» Description of the task
Find the lines below that contain the string "road". Copy each one.

■ ■ ■ ■ ■ ■ ■

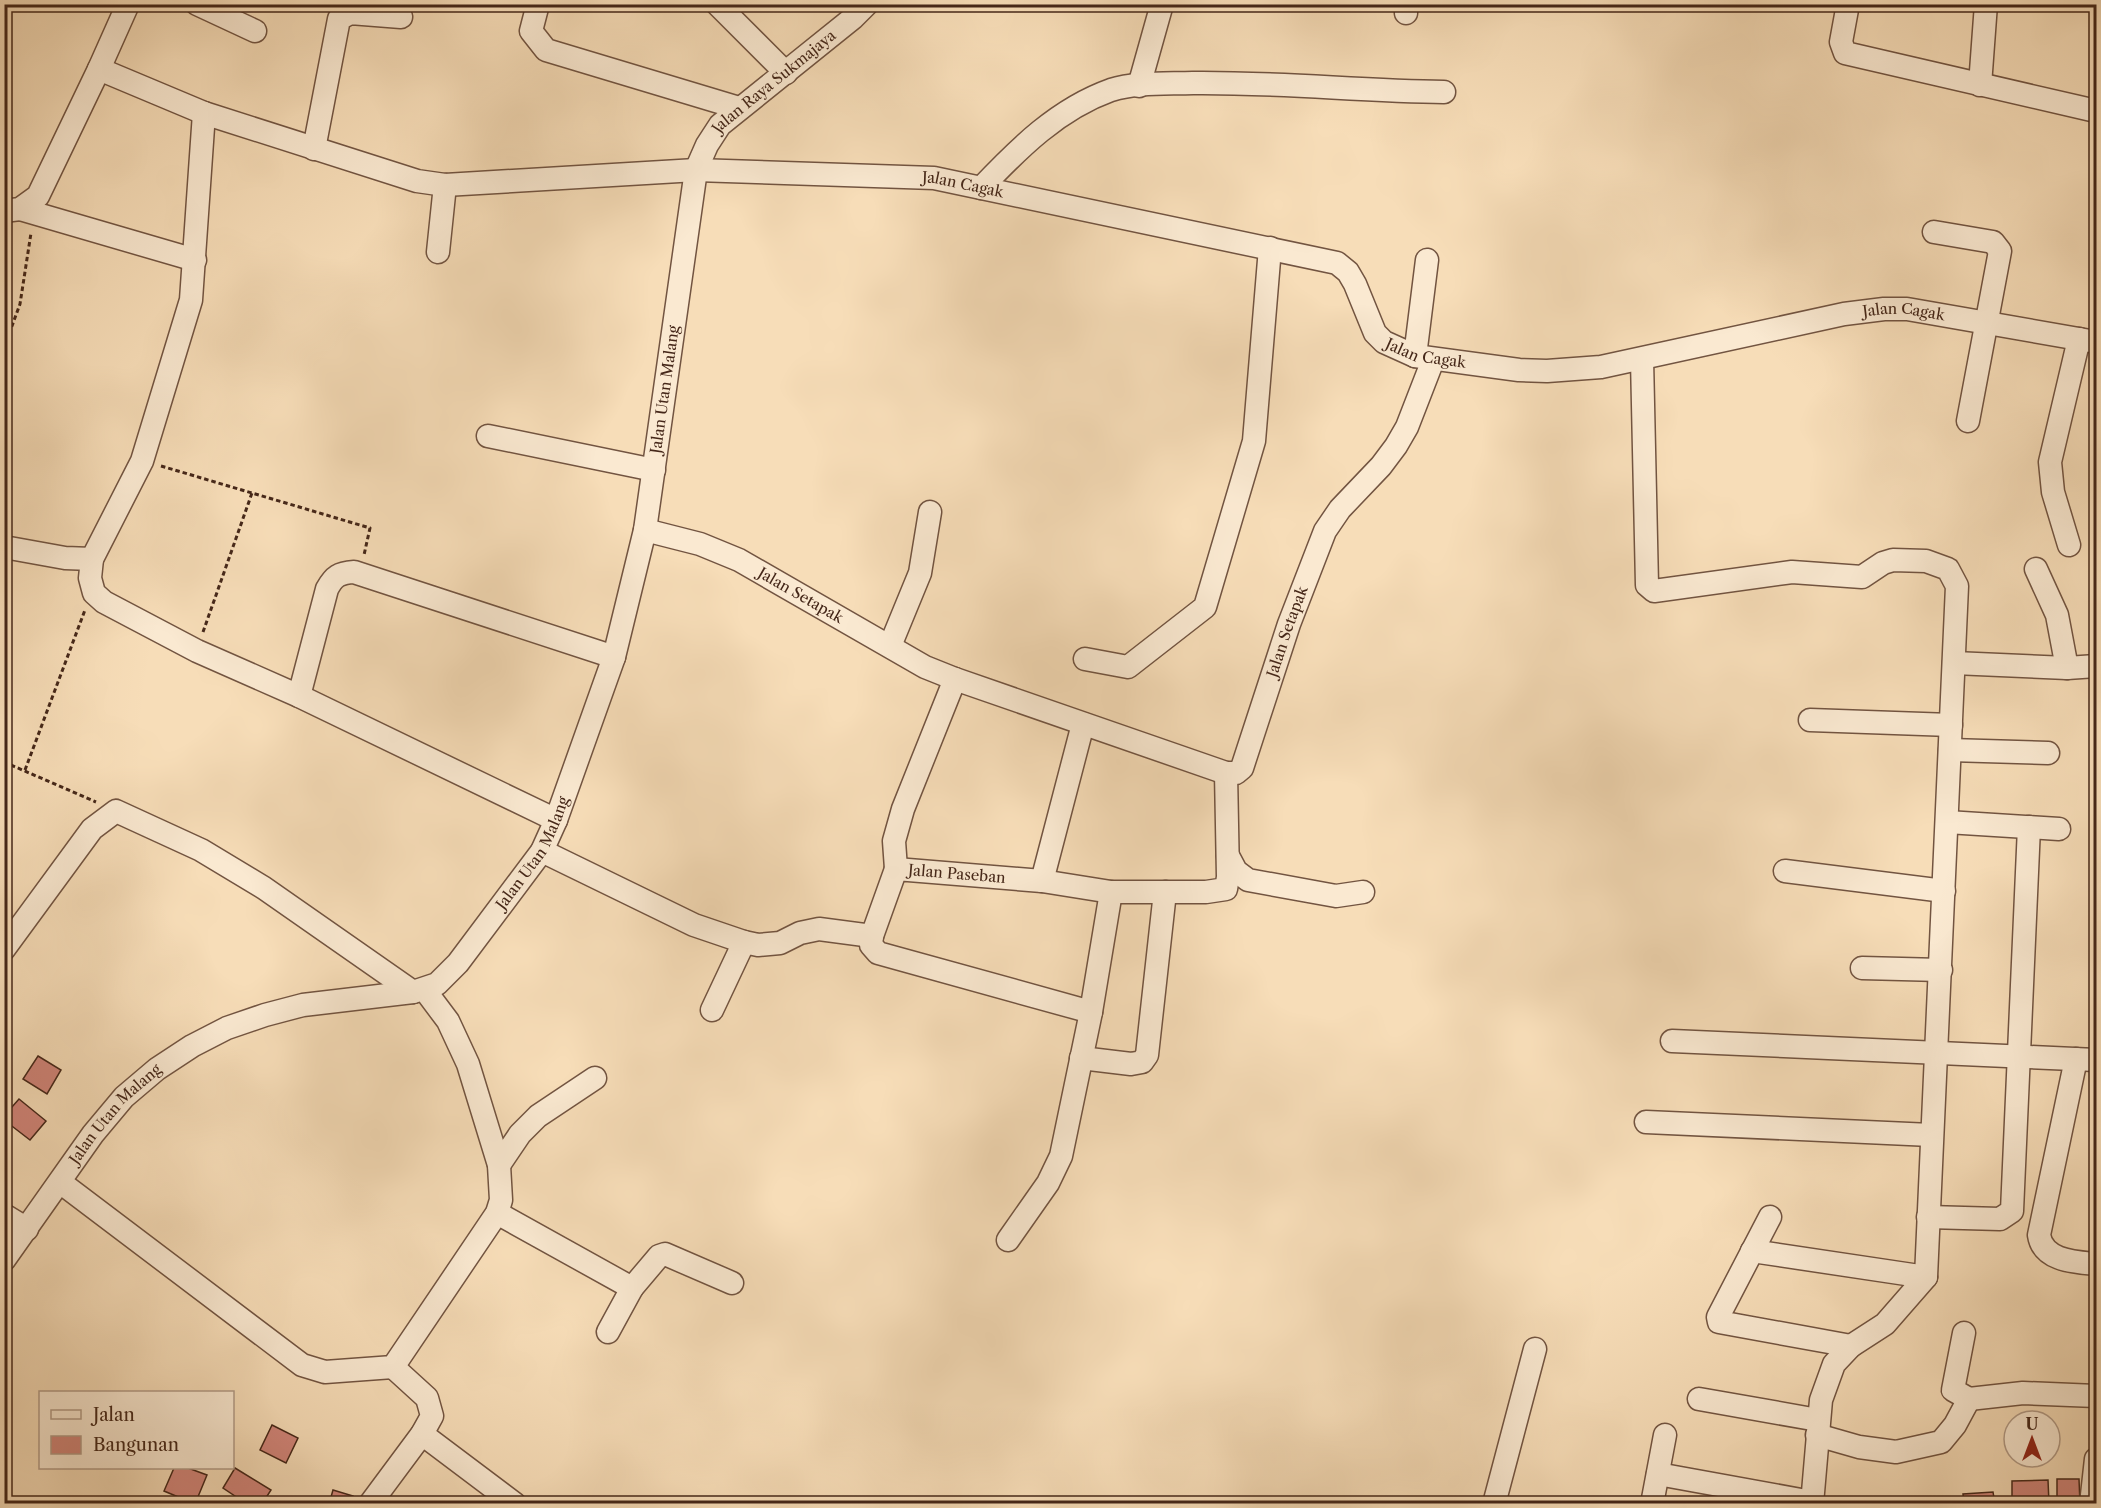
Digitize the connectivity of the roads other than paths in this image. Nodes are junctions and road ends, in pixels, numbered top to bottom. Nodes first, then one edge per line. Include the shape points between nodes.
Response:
1 (128, 4) edge
2 (197, 4) edge
3 (538, 4) edge
4 (717, 4) edge
5 (867, 4) edge
6 (1162, 4) edge
7 (1848, 4) edge
8 (1986, 4) edge
9 (401, 17) dead end
10 (255, 31) dead end
11 (99, 69) junction
12 (786, 73) junction
13 (1980, 85) junction
14 (1138, 86) junction
15 (1444, 92) dead end
16 (739, 108) junction
17 (2097, 111) edge
18 (204, 112) junction
19 (314, 149) junction
20 (696, 170) junction
21 (445, 185) junction
22 (981, 188) junction
23 (20, 211) edge
24 (1934, 232) dead end
25 (1270, 248) junction
26 (438, 252) dead end
27 (195, 260) junction
28 (1427, 260) dead end
29 (1986, 322) junction
30 (2088, 341) edge
31 (1424, 358) junction
32 (1642, 359) junction
33 (1968, 421) dead end
34 (488, 436) dead end
35 (654, 470) junction
36 (930, 512) dead end
37 (645, 530) junction
38 (2069, 545) dead end
39 (4, 547) edge
40 (92, 559) junction
41 (2036, 570) dead end
42 (890, 646) junction
43 (614, 657) junction
44 (1085, 659) dead end
45 (1954, 663) junction
46 (2097, 666) edge
47 (2067, 668) junction
48 (955, 679) junction
49 (299, 696) junction
50 (1810, 720) dead end
51 (1083, 724) junction
52 (1951, 725) junction
53 (1950, 750) junction
54 (2048, 753) dead end
55 (1226, 773) junction
56 (556, 820) junction
57 (1947, 822) junction
58 (2029, 827) junction
59 (2059, 829) dead end
60 (542, 851) junction
61 (1228, 856) junction
62 (896, 869) junction
63 (1785, 871) dead end
64 (1042, 881) junction
65 (1944, 891) junction
66 (1111, 892) junction
67 (1165, 892) junction
68 (1363, 892) dead end
69 (872, 936) junction
70 (744, 942) junction
71 (4, 949) edge
72 (1862, 968) dead end
73 (1941, 970) junction
74 (419, 990) junction
75 (712, 1010) dead end
76 (1091, 1012) junction
77 (1672, 1041) dead end
78 (1936, 1053) junction
79 (2020, 1057) junction
80 (1081, 1058) junction
81 (2086, 1060) edge
82 (595, 1078) dead end
83 (1646, 1122) dead end
84 (1931, 1135) junction
85 (499, 1165) junction
86 (60, 1182) junction
87 (497, 1213) junction
88 (4, 1215) edge
89 (1770, 1217) dead end
90 (1928, 1217) junction
91 (27, 1229) junction
92 (1008, 1240) dead end
93 (1752, 1251) junction
94 (4, 1260) edge
95 (2097, 1264) edge
96 (1926, 1277) junction
97 (732, 1283) dead end
98 (632, 1288) junction
99 (608, 1332) dead end
100 (1964, 1333) dead end
101 (1851, 1346) junction
102 (1535, 1349) dead end
103 (393, 1366) junction
104 (2097, 1396) edge
105 (1699, 1399) dead end
106 (1969, 1399) junction
107 (1818, 1428) junction
108 (422, 1434) junction
109 (1665, 1436) dead end
110 (2097, 1459) edge
111 (1658, 1474) junction
112 (370, 1503) edge
113 (515, 1503) edge
114 (1494, 1503) edge
115 (1652, 1503) edge
116 (1812, 1503) edge
117 (2091, 1503) edge

1 - 11 street
2 - 10 street
3 - 16 street via 531,31 546,50
4 - 12 street
5 - 12 street, Jalan Raya Sukmajaya
6 - 14 street
7 - 13 street via 1841,42 1845,53
8 - 13 street
9 - 19 street via 350,13 339,19
11 - 18 street, Jalan Cagak
11 - 23 street via 38,196
12 - 16 street, Jalan Raya Sukmajaya
13 - 17 street
14 - 15 street via 1236,82
14 - 22 street via 1112,90 1070,109 1026,142
16 - 20 street, Jalan Raya Sukmajaya via 720,125
18 - 19 street, Jalan Cagak
18 - 27 street
19 - 21 street, Jalan Cagak via 417,181
20 - 21 street, Jalan Cagak
20 - 22 street, Jalan Cagak via 934,178
20 - 35 street, Jalan Utan Malang
21 - 26 street
22 - 25 street, Jalan Cagak
23 - 27 street
24 - 29 street via 1998,246
25 - 31 street, Jalan Cagak via 1343,266 1355,284 1375,333 1384,342
25 - 44 street via 1254,441 1205,607 1128,667
27 - 40 street via 191,300 142,461
28 - 31 street
29 - 30 street, Jalan Cagak
29 - 32 street, Jalan Cagak via 1907,309 1863,310
29 - 33 street
30 - 38 street via 2050,462
31 - 32 street, Jalan Cagak via 1546,371
31 - 55 street, Jalan Setapak via 1407,427 1396,446 1325,531 1289,624 1242,768
32 - 45 street via 1647,585 1654,591 1792,572 1862,577 1893,560 1939,564 1954,577 1957,586
34 - 35 street
35 - 37 street, Jalan Utan Malang
36 - 42 street via 920,573
37 - 42 street, Jalan Setapak via 700,544 739,560
37 - 43 street, Jalan Utan Malang
39 - 40 street
40 - 49 street via 90,578 94,593 122,612 196,651
41 - 47 street via 2057,615
42 - 48 street, Jalan Setapak
43 - 49 street via 343,572 333,578 327,589
43 - 56 street, Jalan Utan Malang
45 - 47 street
45 - 52 street
46 - 47 street
48 - 51 street, Jalan Setapak
48 - 62 street via 903,809 894,841
49 - 56 street
50 - 52 street
51 - 55 street, Jalan Setapak
51 - 64 street
52 - 53 street
53 - 54 street
53 - 57 street
55 - 61 street, Jalan Paseban
56 - 60 street, Jalan Utan Malang
57 - 58 street
57 - 65 street
58 - 59 street
58 - 79 street
60 - 70 street via 694,924
60 - 74 street, Jalan Utan Malang via 458,963 437,984
61 - 67 street, Jalan Paseban via 1226,889
61 - 68 street via 1236,871 1248,880 1336,896
62 - 64 street, Jalan Paseban
62 - 69 street, Jalan Paseban
63 - 65 street
64 - 66 street, Jalan Paseban
65 - 73 street
66 - 67 street, Jalan Paseban
66 - 76 street
67 - 80 street via 1147,1055 1142,1062 1131,1064
69 - 70 street via 819,929 780,943
69 - 76 street via 871,945 878,953
70 - 75 street
71 - 74 street via 92,829 116,811 201,850
72 - 73 street
73 - 78 street
74 - 85 street via 448,1021 465,1056
74 - 86 street, Jalan Utan Malang via 303,1005 227,1029 192,1046 124,1097
76 - 80 street
77 - 78 street
78 - 79 street
78 - 84 street
79 - 81 street
79 - 90 street via 2012,1211 2000,1219
80 - 92 street via 1061,1156 1048,1183
81 - 95 street via 2040,1243 2050,1255
82 - 85 street via 538,1116
83 - 84 street
84 - 90 street
85 - 87 street via 501,1200
86 - 91 street, Jalan Utan Malang
86 - 103 street via 302,1365 325,1372
87 - 98 street
87 - 103 street
88 - 91 street
89 - 93 street
90 - 96 street
91 - 94 street, Jalan Utan Malang
93 - 96 street
93 - 101 street via 1718,1317 1719,1322
96 - 101 street via 1885,1324
97 - 98 street via 665,1254
98 - 99 street
100 - 106 street via 1953,1390
101 - 107 street via 1828,1376
102 - 114 street
103 - 108 street via 431,1403 432,1416
104 - 106 street via 2023,1393
105 - 107 street
106 - 107 street via 1941,1442 1896,1452 1859,1447
107 - 116 street
108 - 112 street
108 - 113 street
109 - 111 street
110 - 117 street
111 - 115 street
111 - 116 street

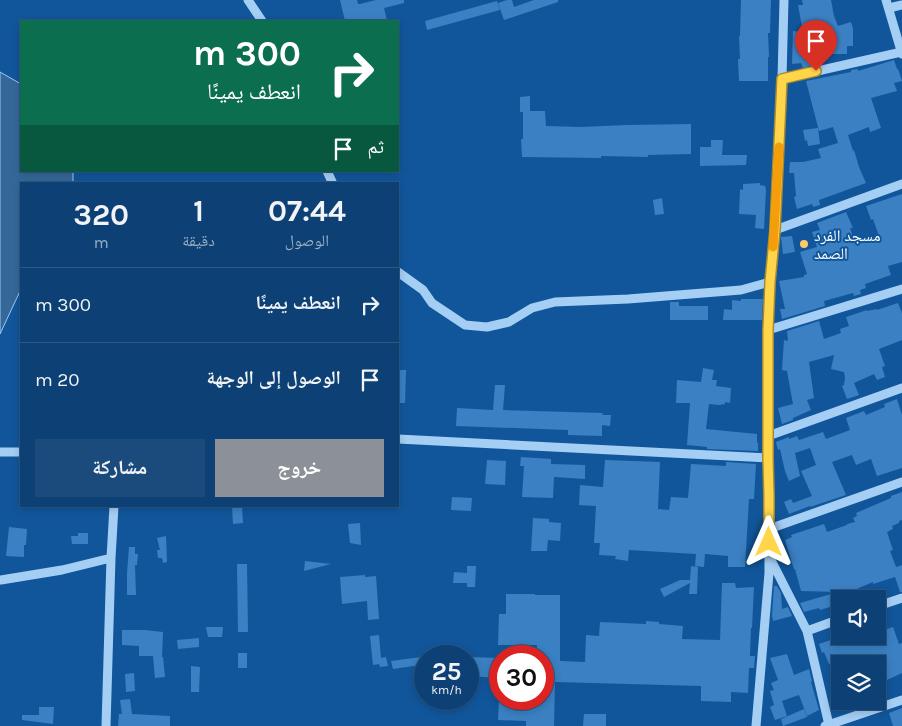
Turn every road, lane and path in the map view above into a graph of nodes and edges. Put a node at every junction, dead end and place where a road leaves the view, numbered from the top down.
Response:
1 (248, 0) edge
2 (784, 0) edge
3 (887, 4) edge
4 (902, 5) edge
5 (261, 20) edge
6 (902, 53) edge
7 (782, 79) junction
8 (902, 184) edge
9 (775, 230) junction
10 (399, 273) edge
11 (770, 282) junction
12 (902, 289) edge
13 (768, 330) junction
14 (902, 388) edge
15 (768, 436) junction
16 (399, 439) edge
17 (0, 452) edge
18 (20, 452) edge
19 (768, 458) junction
20 (902, 482) edge
21 (114, 507) edge
22 (768, 529) junction
23 (769, 555) junction
24 (111, 558) junction
25 (0, 580) edge
26 (902, 598) edge
27 (886, 603) edge
28 (831, 622) edge
29 (807, 630) junction
30 (902, 700) edge
31 (827, 725) edge
32 (106, 726) edge
33 (756, 726) edge

1 - 5 street
2 - 7 street
3 - 4 street
3 - 6 street
6 - 7 street
7 - 9 street
8 - 9 street
9 - 11 street
10 - 11 street
11 - 13 street
12 - 13 street
13 - 15 street
14 - 15 street
15 - 19 street
16 - 19 street
17 - 18 street
19 - 22 street
20 - 22 street
21 - 24 street
22 - 23 street
23 - 29 street
23 - 33 street
24 - 25 street
24 - 32 street
26 - 27 street
28 - 29 street
29 - 31 street
30 - 31 street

■ ■ ■ ■ ■ ■ ■

» Problem solution
Digitize the connectivity of the roads other than paths in this image. Nodes are junctions and road ends, in pixels, numbered top to bottom. Nodes first, then one edge per line. Include the shape points between nodes.
Turn every road, lane and path in the map view above into a graph of nodes and edges. Put a node at every junction, dead end and place where a road leaves the view, numbered from the top down.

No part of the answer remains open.